■ Problem:
The entries that follow should be written out exactly.

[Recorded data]
------------------------

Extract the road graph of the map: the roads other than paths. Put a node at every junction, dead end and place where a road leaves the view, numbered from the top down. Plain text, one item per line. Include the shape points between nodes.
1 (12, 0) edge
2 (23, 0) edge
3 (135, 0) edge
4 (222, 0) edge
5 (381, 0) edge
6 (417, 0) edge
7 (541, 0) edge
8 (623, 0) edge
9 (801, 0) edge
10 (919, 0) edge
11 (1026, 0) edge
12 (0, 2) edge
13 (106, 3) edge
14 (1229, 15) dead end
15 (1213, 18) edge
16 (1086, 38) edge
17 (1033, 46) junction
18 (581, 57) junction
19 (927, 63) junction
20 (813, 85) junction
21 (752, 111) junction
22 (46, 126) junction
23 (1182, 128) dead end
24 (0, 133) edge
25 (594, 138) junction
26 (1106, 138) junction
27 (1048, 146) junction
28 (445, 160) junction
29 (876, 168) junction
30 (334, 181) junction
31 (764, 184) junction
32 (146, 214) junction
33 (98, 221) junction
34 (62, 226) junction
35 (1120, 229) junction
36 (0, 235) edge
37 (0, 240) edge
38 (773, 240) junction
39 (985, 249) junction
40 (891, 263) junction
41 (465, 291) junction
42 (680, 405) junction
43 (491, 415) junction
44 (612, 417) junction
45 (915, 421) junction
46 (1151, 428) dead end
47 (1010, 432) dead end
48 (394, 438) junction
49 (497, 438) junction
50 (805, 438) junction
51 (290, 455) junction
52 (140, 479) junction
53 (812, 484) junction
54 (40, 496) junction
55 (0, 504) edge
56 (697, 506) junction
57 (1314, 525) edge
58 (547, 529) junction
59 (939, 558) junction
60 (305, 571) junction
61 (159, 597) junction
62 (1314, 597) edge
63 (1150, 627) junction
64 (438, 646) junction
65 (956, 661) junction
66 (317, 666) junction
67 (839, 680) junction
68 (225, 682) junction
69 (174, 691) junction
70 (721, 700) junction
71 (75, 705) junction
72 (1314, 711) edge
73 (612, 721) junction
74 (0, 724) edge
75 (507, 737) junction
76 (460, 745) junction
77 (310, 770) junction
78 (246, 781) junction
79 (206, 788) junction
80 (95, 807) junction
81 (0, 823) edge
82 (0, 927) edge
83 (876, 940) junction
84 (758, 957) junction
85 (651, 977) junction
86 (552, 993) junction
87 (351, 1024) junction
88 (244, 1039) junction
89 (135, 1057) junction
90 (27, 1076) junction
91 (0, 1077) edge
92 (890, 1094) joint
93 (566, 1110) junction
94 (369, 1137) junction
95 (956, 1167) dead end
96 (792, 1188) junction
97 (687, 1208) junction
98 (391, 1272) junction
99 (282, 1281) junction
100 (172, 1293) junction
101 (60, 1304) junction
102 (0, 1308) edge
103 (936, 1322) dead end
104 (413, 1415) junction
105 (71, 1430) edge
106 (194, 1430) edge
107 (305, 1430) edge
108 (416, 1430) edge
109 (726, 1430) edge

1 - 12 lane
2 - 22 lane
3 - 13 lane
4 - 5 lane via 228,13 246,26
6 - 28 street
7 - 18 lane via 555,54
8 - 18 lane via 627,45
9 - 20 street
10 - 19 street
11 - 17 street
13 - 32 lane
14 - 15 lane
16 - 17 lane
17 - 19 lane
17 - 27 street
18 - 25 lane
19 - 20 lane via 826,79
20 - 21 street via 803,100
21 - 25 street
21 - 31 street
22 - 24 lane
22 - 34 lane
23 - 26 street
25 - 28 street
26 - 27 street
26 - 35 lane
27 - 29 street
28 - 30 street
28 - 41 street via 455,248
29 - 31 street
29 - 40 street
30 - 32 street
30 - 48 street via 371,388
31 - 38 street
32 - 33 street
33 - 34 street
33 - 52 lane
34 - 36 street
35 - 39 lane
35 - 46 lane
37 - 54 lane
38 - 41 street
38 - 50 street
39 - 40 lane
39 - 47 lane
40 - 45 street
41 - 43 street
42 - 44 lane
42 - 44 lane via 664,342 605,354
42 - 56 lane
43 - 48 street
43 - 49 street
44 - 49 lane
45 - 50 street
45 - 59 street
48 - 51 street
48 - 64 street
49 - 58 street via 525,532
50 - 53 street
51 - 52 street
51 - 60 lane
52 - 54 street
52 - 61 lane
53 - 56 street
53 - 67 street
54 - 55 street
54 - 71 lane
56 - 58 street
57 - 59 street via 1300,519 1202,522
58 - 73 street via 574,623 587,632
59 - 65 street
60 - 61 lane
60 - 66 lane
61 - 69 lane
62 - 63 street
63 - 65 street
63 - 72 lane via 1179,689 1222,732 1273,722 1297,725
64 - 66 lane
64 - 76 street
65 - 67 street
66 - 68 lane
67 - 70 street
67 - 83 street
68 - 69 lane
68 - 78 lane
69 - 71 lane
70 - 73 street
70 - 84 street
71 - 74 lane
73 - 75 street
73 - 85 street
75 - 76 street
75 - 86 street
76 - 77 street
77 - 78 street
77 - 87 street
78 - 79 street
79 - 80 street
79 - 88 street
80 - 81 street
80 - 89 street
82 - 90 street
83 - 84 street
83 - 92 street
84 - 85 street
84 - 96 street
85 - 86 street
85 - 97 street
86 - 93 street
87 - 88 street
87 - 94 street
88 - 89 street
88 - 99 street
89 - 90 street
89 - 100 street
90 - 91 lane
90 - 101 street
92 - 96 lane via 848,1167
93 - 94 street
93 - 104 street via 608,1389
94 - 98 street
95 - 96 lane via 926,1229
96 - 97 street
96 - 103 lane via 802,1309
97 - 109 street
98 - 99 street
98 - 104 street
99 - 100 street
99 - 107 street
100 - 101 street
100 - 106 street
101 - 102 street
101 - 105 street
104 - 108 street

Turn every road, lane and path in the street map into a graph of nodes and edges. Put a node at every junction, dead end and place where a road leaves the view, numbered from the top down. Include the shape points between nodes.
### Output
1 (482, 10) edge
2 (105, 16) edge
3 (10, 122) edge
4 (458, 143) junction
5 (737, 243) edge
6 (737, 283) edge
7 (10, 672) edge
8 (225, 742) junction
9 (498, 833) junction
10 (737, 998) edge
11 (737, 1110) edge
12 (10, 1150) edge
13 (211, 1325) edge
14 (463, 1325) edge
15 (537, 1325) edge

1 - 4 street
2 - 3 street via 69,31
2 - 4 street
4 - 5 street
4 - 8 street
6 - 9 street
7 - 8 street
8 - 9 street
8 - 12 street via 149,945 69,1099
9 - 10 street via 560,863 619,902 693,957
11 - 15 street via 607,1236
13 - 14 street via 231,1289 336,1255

------------------------

■ Output for this exercise:
Extract the road graph of the map: the roads other than paths. Put a node at every junction, dead end and place where a road leaves the view, numbered from the top down. Plain text, one item per line. Include the shape points between nodes.
1 (12, 0) edge
2 (23, 0) edge
3 (135, 0) edge
4 (222, 0) edge
5 (381, 0) edge
6 (417, 0) edge
7 (541, 0) edge
8 (623, 0) edge
9 (801, 0) edge
10 (919, 0) edge
11 (1026, 0) edge
12 (0, 2) edge
13 (106, 3) edge
14 (1229, 15) dead end
15 (1213, 18) edge
16 (1086, 38) edge
17 (1033, 46) junction
18 (581, 57) junction
19 (927, 63) junction
20 (813, 85) junction
21 (752, 111) junction
22 (46, 126) junction
23 (1182, 128) dead end
24 (0, 133) edge
25 (594, 138) junction
26 (1106, 138) junction
27 (1048, 146) junction
28 (445, 160) junction
29 (876, 168) junction
30 (334, 181) junction
31 (764, 184) junction
32 (146, 214) junction
33 (98, 221) junction
34 (62, 226) junction
35 (1120, 229) junction
36 (0, 235) edge
37 (0, 240) edge
38 (773, 240) junction
39 (985, 249) junction
40 (891, 263) junction
41 (465, 291) junction
42 (680, 405) junction
43 (491, 415) junction
44 (612, 417) junction
45 (915, 421) junction
46 (1151, 428) dead end
47 (1010, 432) dead end
48 (394, 438) junction
49 (497, 438) junction
50 (805, 438) junction
51 (290, 455) junction
52 (140, 479) junction
53 (812, 484) junction
54 (40, 496) junction
55 (0, 504) edge
56 (697, 506) junction
57 (1314, 525) edge
58 (547, 529) junction
59 (939, 558) junction
60 (305, 571) junction
61 (159, 597) junction
62 (1314, 597) edge
63 (1150, 627) junction
64 (438, 646) junction
65 (956, 661) junction
66 (317, 666) junction
67 (839, 680) junction
68 (225, 682) junction
69 (174, 691) junction
70 (721, 700) junction
71 (75, 705) junction
72 (1314, 711) edge
73 (612, 721) junction
74 (0, 724) edge
75 (507, 737) junction
76 (460, 745) junction
77 (310, 770) junction
78 (246, 781) junction
79 (206, 788) junction
80 (95, 807) junction
81 (0, 823) edge
82 (0, 927) edge
83 (876, 940) junction
84 (758, 957) junction
85 (651, 977) junction
86 (552, 993) junction
87 (351, 1024) junction
88 (244, 1039) junction
89 (135, 1057) junction
90 (27, 1076) junction
91 (0, 1077) edge
92 (890, 1094) joint
93 (566, 1110) junction
94 (369, 1137) junction
95 (956, 1167) dead end
96 (792, 1188) junction
97 (687, 1208) junction
98 (391, 1272) junction
99 (282, 1281) junction
100 (172, 1293) junction
101 (60, 1304) junction
102 (0, 1308) edge
103 (936, 1322) dead end
104 (413, 1415) junction
105 (71, 1430) edge
106 (194, 1430) edge
107 (305, 1430) edge
108 (416, 1430) edge
109 (726, 1430) edge

1 - 12 lane
2 - 22 lane
3 - 13 lane
4 - 5 lane via 228,13 246,26
6 - 28 street
7 - 18 lane via 555,54
8 - 18 lane via 627,45
9 - 20 street
10 - 19 street
11 - 17 street
13 - 32 lane
14 - 15 lane
16 - 17 lane
17 - 19 lane
17 - 27 street
18 - 25 lane
19 - 20 lane via 826,79
20 - 21 street via 803,100
21 - 25 street
21 - 31 street
22 - 24 lane
22 - 34 lane
23 - 26 street
25 - 28 street
26 - 27 street
26 - 35 lane
27 - 29 street
28 - 30 street
28 - 41 street via 455,248
29 - 31 street
29 - 40 street
30 - 32 street
30 - 48 street via 371,388
31 - 38 street
32 - 33 street
33 - 34 street
33 - 52 lane
34 - 36 street
35 - 39 lane
35 - 46 lane
37 - 54 lane
38 - 41 street
38 - 50 street
39 - 40 lane
39 - 47 lane
40 - 45 street
41 - 43 street
42 - 44 lane
42 - 44 lane via 664,342 605,354
42 - 56 lane
43 - 48 street
43 - 49 street
44 - 49 lane
45 - 50 street
45 - 59 street
48 - 51 street
48 - 64 street
49 - 58 street via 525,532
50 - 53 street
51 - 52 street
51 - 60 lane
52 - 54 street
52 - 61 lane
53 - 56 street
53 - 67 street
54 - 55 street
54 - 71 lane
56 - 58 street
57 - 59 street via 1300,519 1202,522
58 - 73 street via 574,623 587,632
59 - 65 street
60 - 61 lane
60 - 66 lane
61 - 69 lane
62 - 63 street
63 - 65 street
63 - 72 lane via 1179,689 1222,732 1273,722 1297,725
64 - 66 lane
64 - 76 street
65 - 67 street
66 - 68 lane
67 - 70 street
67 - 83 street
68 - 69 lane
68 - 78 lane
69 - 71 lane
70 - 73 street
70 - 84 street
71 - 74 lane
73 - 75 street
73 - 85 street
75 - 76 street
75 - 86 street
76 - 77 street
77 - 78 street
77 - 87 street
78 - 79 street
79 - 80 street
79 - 88 street
80 - 81 street
80 - 89 street
82 - 90 street
83 - 84 street
83 - 92 street
84 - 85 street
84 - 96 street
85 - 86 street
85 - 97 street
86 - 93 street
87 - 88 street
87 - 94 street
88 - 89 street
88 - 99 street
89 - 90 street
89 - 100 street
90 - 91 lane
90 - 101 street
92 - 96 lane via 848,1167
93 - 94 street
93 - 104 street via 608,1389
94 - 98 street
95 - 96 lane via 926,1229
96 - 97 street
96 - 103 lane via 802,1309
97 - 109 street
98 - 99 street
98 - 104 street
99 - 100 street
99 - 107 street
100 - 101 street
100 - 106 street
101 - 102 street
101 - 105 street
104 - 108 street

Turn every road, lane and path in the street map into a graph of nodes and edges. Put a node at every junction, dead end and place where a road leaves the view, numbered from the top down. Include the shape points between nodes.
### Output
1 (482, 10) edge
2 (105, 16) edge
3 (10, 122) edge
4 (458, 143) junction
5 (737, 243) edge
6 (737, 283) edge
7 (10, 672) edge
8 (225, 742) junction
9 (498, 833) junction
10 (737, 998) edge
11 (737, 1110) edge
12 (10, 1150) edge
13 (211, 1325) edge
14 (463, 1325) edge
15 (537, 1325) edge

1 - 4 street
2 - 3 street via 69,31
2 - 4 street
4 - 5 street
4 - 8 street
6 - 9 street
7 - 8 street
8 - 9 street
8 - 12 street via 149,945 69,1099
9 - 10 street via 560,863 619,902 693,957
11 - 15 street via 607,1236
13 - 14 street via 231,1289 336,1255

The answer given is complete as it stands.